The project team also included Milestone Construction, LLC (general contractor/contract manager) and Fuss & O’Neill (civil engineer). Lead design firm EwingCole also provided structural engineering, MEP, lighting design, and life safety/fire protection services.

Preservation meets cutting-edge innovation

United Therapeutics needed a highly controlled environment capable of supporting extremely sensitive lab processes, including ink production, cellularization, tissue culture, analytics, cell isolation, and 3D organ printing. When it came time to expand beyond its original 10,000-sf footprint, the company chose a sustainability-first approach: adaptive reuse of vacant floors within its historic brick-and-beam building.

That decision aligned closely with UT’s broader mission and avoided the significant embodied carbon impact of new construction. But turning a late-19th-century mill—originally built for heavy industrial use and later converted for general office space—into a highly specialized Biosafety Level 2 (BSL-2) research facility came with a long list of architectural and engineering hurdles.

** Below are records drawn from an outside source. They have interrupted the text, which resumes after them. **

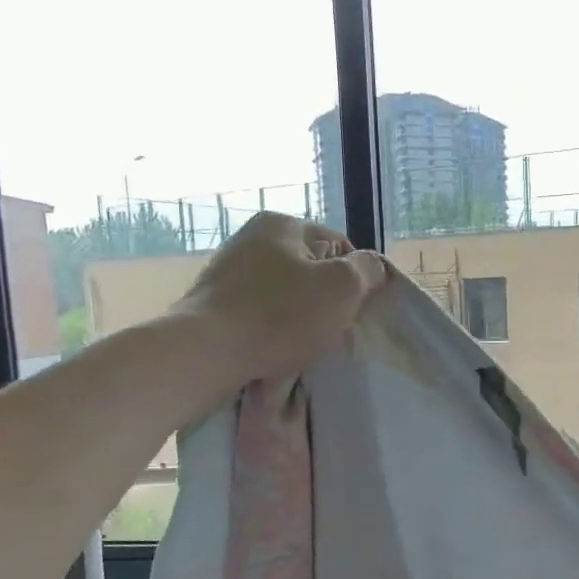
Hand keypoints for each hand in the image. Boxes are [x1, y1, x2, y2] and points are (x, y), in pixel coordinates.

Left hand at [178, 212, 386, 385]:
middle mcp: (251, 239)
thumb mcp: (342, 288)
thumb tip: (371, 266)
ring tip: (304, 347)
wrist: (207, 353)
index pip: (338, 245)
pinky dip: (272, 332)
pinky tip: (276, 353)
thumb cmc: (282, 316)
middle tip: (333, 331)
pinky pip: (258, 315)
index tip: (356, 310)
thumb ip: (367, 270)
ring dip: (299, 320)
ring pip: (284, 296)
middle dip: (325, 300)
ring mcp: (227, 271)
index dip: (356, 279)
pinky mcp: (213, 305)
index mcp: (282, 225)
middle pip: (310, 271)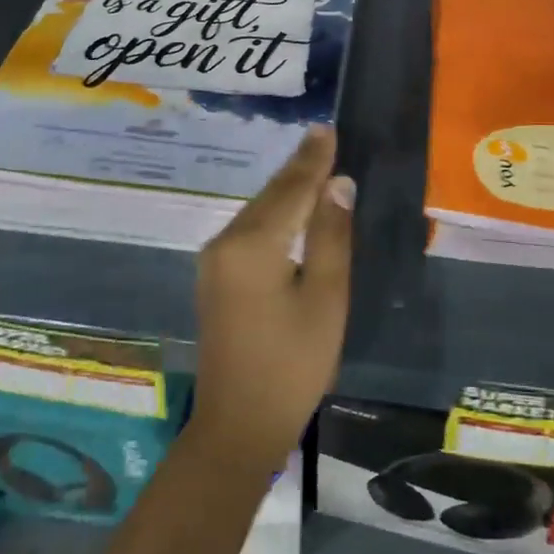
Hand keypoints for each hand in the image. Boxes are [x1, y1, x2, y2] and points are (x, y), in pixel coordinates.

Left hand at [190, 126, 354, 474]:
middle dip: (299, 168)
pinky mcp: (216, 278)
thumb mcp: (325, 297)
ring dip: (287, 189)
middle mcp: (225, 242)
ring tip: (314, 162)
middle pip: (271, 196)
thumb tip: (338, 184)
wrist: (238, 425)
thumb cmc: (293, 364)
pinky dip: (274, 212)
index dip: (314, 159)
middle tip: (324, 137)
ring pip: (259, 212)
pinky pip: (249, 231)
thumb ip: (330, 235)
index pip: (291, 188)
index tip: (328, 128)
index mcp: (253, 244)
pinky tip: (290, 206)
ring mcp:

One of the biggest challenges in adaptive reuse like this is fitting modern mechanical, electrical, and plumbing (MEP) systems into a building that was never designed for them. Labs require large volumes of fresh air and constant single-pass ventilation, which means oversized ductwork and rooftop air handling equipment.

Michael Ramus, AIA, principal at EwingCole, says structural reinforcement was unavoidable from top to bottom. “We had to place a series of brand new air handlers on the roof,” he says, “which in some ways are straightforward, except we had to do a lot of reinforcing of the structure for the roof to accommodate those loads as we added on the air handlers. So that was a big, big issue. And then that air had to be distributed down through the building—they did not have a central riser going through the building, so we had to add one for the air.”

That added vertical air shaft quickly triggered strict code requirements. In a multi-story timber building, any vertical penetration has to be carefully fire-protected to limit spread. As Ramus explains, “The problem is those shafts typically are rated depending on the building construction classification, so we needed a shaft wall to our rating on those. The problem is, in the code, a two-hour shaft has to be self-sustaining—meaning that in the event of a fire, that shaft could still be sustained for two hours. So, to do that, we had to bring new steel in and build a concrete deck platform that then supported the riser going all the way up through the building.”